Furthermore, data shows that salt depletion sensitizes the dopamine system, which is implicated in drug cravings. Sodium depletion has been found to cross-sensitize with amphetamine (a drug known to cross-sensitize with cocaine. Cross-sensitization is a phenomenon that occurs between drugs of abuse, where the use of one drug leads to enhanced effects (and increased abuse potential) of the other. But in this case, sodium depletion, rather than a drug of abuse, is increasing the reward and abuse potential.
Periods of enhanced salt liking only last until the depletion has been corrected, and once corrected, inhibitory signals will turn off the "liking" and turn on the "aversion" signal. This is what I like to refer to as our "salt thermostat," the system by which our body controls our salt intake to ensure optimal health and survival. It seems that the low-salt guidelines could be 'priming' or 'sensitizing' our brains for an excessive reward from refined sugar and drugs of abuse.

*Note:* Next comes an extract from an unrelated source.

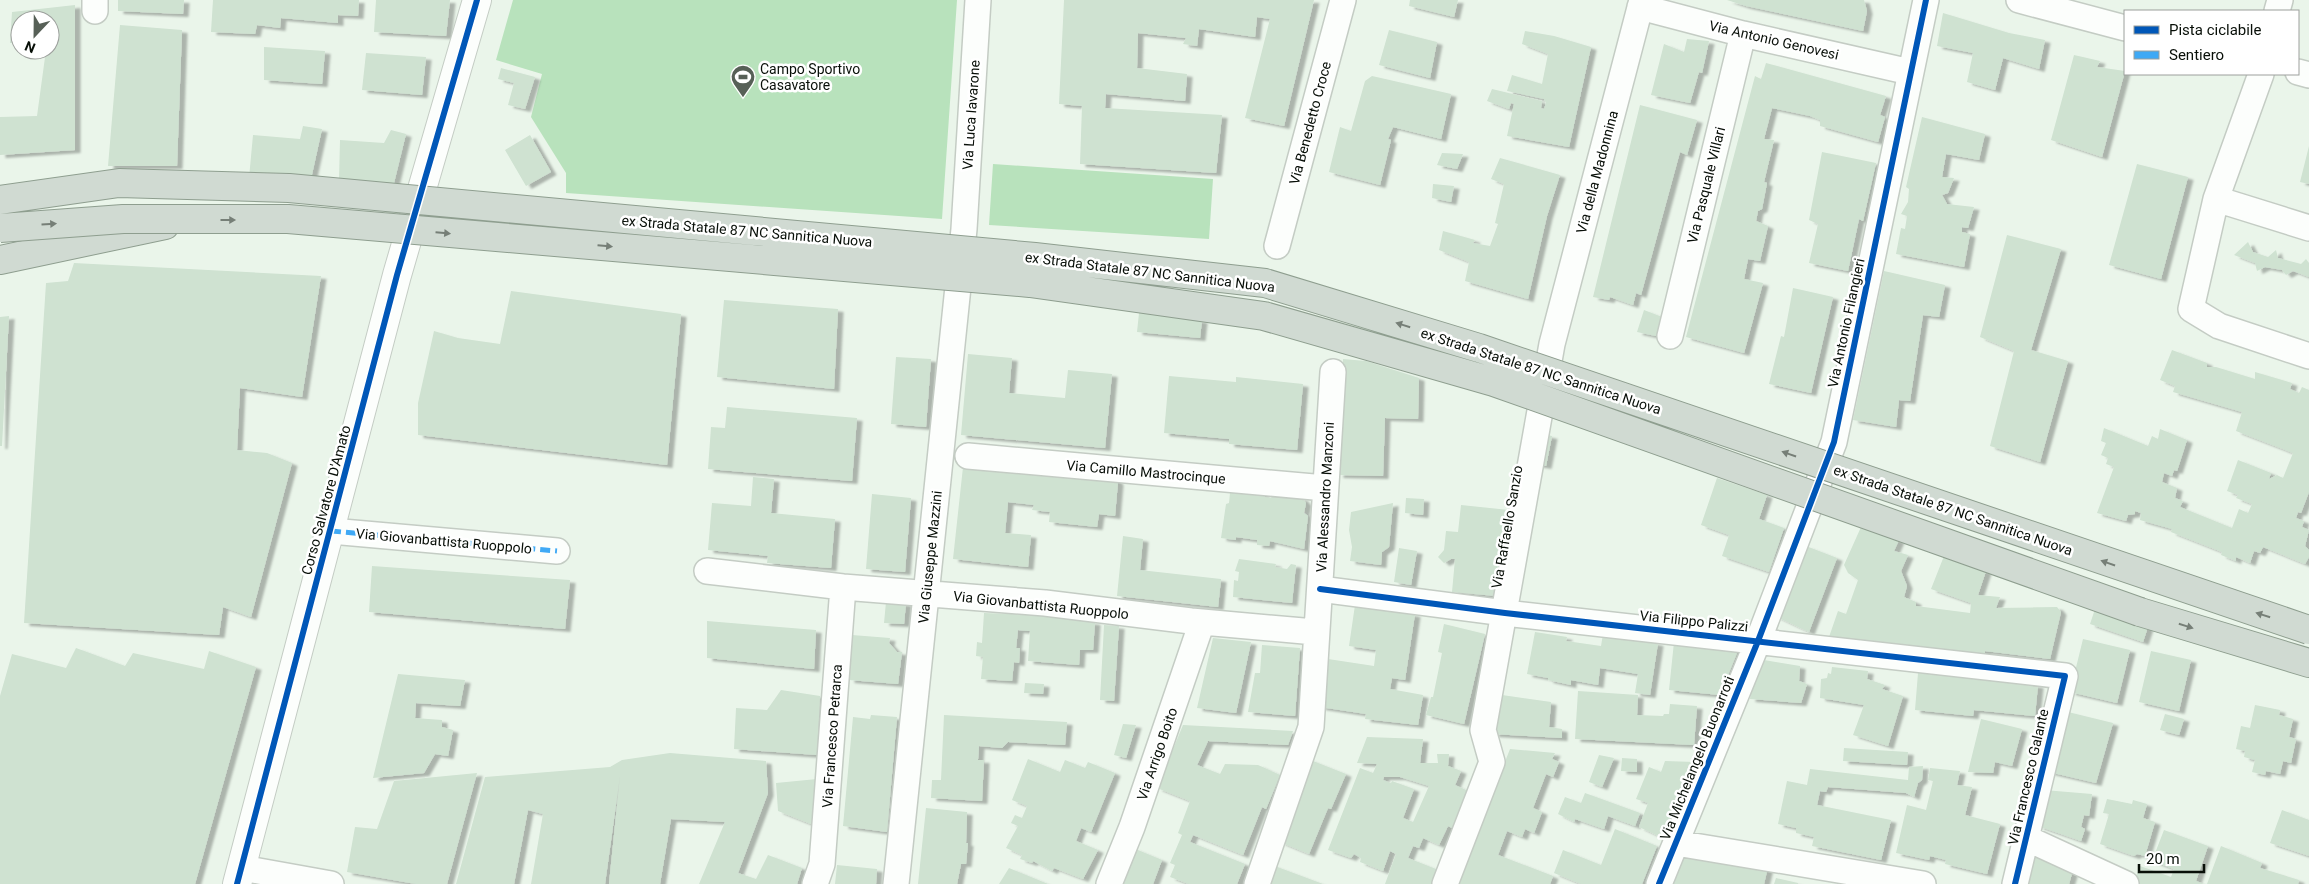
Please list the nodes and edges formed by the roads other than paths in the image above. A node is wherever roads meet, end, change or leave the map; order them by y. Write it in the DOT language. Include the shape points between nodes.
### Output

Almost 30,000 people die in the United States every year from overdosing on prescription opioids, cocaine, and heroin (this number is rising at an alarming rate). If there is a possibility that some of these overdose deaths could be linked to the low-salt guidelines, it may be time to revisit this advice. Salt deficit is also fairly common. In those with chronic kidney disease (affecting an estimated 31 million people in the United States), the prevalence of low blood levels of sodium is as high as 30 percent. And around 3 to 6 million people in the United States are diagnosed with [hyponatremia](http://www.elseviercme.com/sites/elseviercme.com/files/users/4/910544 hyponatremia article722_14.pdf), or low sodium levels in the blood, every year. Hyponatremia is also very common in those with heart failure and in the elderly.
Sodium depletion early in life (e.g., in utero or shortly after birth) from a pregnant mother adhering to low-salt advice can also predispose children to become addicted to sugar and drugs of abuse. Indeed, salt depletion during these susceptible times seems to chronically activate the salt-liking reward system. While more research is needed to advance this idea, this is just another reason why we should be skeptical of the advice to consciously restrict our salt intake—other reasons including the dubious connection between salt and blood pressure levels, the impact of sodium restriction on weight, among others.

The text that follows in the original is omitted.